2019-04-11
We encounter causal questions every day and–oftentimes unknowingly–reason about them with ease. Should we put on a jumper or turn on the heater if we were feeling cold in a room? How should we decide between these two actions if another person with a generally higher sensation of warmth was in the room? Does it matter for our decision whether the door towards the cool hallway is briefly opened time and again when people enter or exit the room? Does the wall painting matter, whether the room is under the roof or not, or the music we are listening to?
We are remarkably proficient at identifying the relevant concepts and quantities that enable us to reason about which actions to take in a given situation. Importantly, we are able to do this even without an encompassing understanding of all the underlying forces and mechanisms at work. We do not and need not know exactly how a heater works or how its thermal capacity and conductivity determine the temporal temperature profile in the room when turning it on. Still, we have an idea about how different actions will shape the world around us that is effective and useful within a specific context. That is, we have a causal intuition that we can leverage pragmatically, that serves its purpose and helps us navigate the world.
How does our ability to causally reason about a system depend on which variables and transformations thereof we include as descriptors in our model? The appropriate choice and construction of descriptor variables is an essential, yet largely overlooked, prerequisite to a pragmatic approach to statistical causal modelling.
What do we mean by pragmatism here? We appreciate that all models are wrong, yet some are useful. Thence, we do neither claim nor aim to identify from data the true causal mechanisms that exist in the world and govern its evolvement. It is not necessary that we settle on the physical reality behind all people, objects, atoms, and fields in a room before we can reason about whether we should put on a jumper. Instead, we strive to identify appropriate descriptors and a causal model that serves a specific purpose and that can be justified given explicit assumptions, observations, and prior knowledge. We require a causal model to be derived in a systematic way, that is, for the same ingredients (assumptions, observations, prior knowledge) people necessarily arrive at the same causal model and its predictions on the effects of interventions are testable. It reflects our current best guess on how to causally reason about a given system and forecasts how certain aspects of the world around us depend on the actions we take. As such, causal models are viewed as a pragmatic tool to make informed and principled decisions or to deliberate about what will happen if we took a certain route of actions.
In practice, the variables that qualify as causal variables are often unknown. In the following example we discuss how causal reasoning may be complicated by our chosen representations, concepts, and descriptors.
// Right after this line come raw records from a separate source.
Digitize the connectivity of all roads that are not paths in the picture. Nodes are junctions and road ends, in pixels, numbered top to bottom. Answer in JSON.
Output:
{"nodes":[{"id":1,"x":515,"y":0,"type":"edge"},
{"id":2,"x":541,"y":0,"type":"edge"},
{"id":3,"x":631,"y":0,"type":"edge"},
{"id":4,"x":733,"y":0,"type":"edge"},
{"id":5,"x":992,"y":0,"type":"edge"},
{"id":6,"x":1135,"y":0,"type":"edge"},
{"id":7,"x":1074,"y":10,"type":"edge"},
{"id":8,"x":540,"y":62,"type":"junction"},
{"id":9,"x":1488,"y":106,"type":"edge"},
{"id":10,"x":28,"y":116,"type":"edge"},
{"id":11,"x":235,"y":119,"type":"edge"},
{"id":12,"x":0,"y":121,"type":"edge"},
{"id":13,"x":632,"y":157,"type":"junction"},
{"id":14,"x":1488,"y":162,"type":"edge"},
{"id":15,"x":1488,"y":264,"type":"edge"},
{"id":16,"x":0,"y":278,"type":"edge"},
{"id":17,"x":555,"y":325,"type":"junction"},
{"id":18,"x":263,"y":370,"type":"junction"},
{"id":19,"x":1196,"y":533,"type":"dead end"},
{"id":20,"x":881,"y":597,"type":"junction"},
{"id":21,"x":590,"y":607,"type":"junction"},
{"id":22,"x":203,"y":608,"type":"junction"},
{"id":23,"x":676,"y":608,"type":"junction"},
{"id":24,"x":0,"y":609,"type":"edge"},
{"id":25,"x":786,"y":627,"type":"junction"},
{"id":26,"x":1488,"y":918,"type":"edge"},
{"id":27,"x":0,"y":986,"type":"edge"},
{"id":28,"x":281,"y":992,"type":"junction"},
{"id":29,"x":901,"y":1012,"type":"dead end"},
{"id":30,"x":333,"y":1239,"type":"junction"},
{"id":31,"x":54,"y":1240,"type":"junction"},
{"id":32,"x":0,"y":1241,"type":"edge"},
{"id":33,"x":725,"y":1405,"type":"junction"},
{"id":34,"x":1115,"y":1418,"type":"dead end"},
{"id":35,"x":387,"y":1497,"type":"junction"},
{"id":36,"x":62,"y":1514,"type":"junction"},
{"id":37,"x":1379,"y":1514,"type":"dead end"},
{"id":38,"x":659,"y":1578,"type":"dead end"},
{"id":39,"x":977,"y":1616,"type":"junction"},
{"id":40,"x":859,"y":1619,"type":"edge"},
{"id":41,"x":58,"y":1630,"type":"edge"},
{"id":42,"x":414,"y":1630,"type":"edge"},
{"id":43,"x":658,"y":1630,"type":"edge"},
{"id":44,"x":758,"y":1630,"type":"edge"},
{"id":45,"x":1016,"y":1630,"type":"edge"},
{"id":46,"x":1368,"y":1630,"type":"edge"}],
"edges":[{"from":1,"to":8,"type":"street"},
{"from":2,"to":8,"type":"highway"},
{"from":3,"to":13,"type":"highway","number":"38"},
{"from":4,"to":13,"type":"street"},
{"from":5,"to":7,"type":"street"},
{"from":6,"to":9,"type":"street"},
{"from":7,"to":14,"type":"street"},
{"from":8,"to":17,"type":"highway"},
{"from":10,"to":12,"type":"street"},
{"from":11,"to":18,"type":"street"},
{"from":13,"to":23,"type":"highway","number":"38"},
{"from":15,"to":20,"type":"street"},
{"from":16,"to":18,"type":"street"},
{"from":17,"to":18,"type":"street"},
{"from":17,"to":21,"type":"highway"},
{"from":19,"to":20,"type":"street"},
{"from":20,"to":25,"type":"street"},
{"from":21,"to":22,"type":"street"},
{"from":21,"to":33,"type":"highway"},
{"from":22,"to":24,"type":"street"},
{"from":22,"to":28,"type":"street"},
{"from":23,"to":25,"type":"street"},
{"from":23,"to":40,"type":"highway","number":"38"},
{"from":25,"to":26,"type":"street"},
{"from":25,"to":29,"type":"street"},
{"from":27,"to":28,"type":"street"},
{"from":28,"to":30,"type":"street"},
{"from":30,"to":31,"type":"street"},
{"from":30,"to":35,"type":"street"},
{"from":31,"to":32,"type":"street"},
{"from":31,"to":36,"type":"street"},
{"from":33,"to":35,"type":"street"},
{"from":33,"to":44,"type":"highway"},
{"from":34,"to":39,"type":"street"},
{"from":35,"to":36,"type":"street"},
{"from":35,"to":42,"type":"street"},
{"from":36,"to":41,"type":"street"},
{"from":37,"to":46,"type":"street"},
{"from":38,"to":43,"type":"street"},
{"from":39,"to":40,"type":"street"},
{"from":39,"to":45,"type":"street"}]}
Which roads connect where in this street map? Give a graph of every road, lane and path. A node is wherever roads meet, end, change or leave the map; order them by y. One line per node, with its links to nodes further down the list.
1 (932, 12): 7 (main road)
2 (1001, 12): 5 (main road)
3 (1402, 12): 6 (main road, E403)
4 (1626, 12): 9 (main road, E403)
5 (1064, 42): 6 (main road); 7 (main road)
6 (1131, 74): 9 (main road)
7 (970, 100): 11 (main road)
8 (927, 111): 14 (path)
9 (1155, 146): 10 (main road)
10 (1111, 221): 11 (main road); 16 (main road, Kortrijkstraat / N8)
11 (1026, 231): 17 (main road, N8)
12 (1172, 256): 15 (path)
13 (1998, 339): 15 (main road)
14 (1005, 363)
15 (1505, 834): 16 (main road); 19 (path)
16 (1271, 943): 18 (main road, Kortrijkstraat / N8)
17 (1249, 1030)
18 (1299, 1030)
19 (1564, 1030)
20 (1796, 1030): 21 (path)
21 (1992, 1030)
Let us imagine a coach who is entrusted with the task of forming the first European Jugger team. (Readers unfamiliar with this sports–be it fictitious or not–are encouraged to instead think of handball, association football, or a generic team sports with the respective number of athletes on a team.) Selecting players from the South League and the North League, she aims to build a strong team and win the next year's world championship. If she were to stick with already existing teams, a classical prediction-based approach would be to pick the team of either league that was most successful lately and expect somewhat similar chances of winning in the near future. Our coach, however, is interested in forming a new team and is not restricted to draw from the pool of already existing Jugger teams in the South League or the North League. Her task is further complicated by the fact that not all players are allowed on a European team and, since it is the first championship ever, the competing teams are unknown which impedes targeted game play strategies. The causal question thus is “How should she fill the five places on her new team to maximise the chances of it being successful?”. In contrast to sports betting, it is not enough to merely forecast the performance of existing teams for which historic observations are already available. Instead, she requires means to make an informed prediction about the chances of winning when putting together different players to form the new European team.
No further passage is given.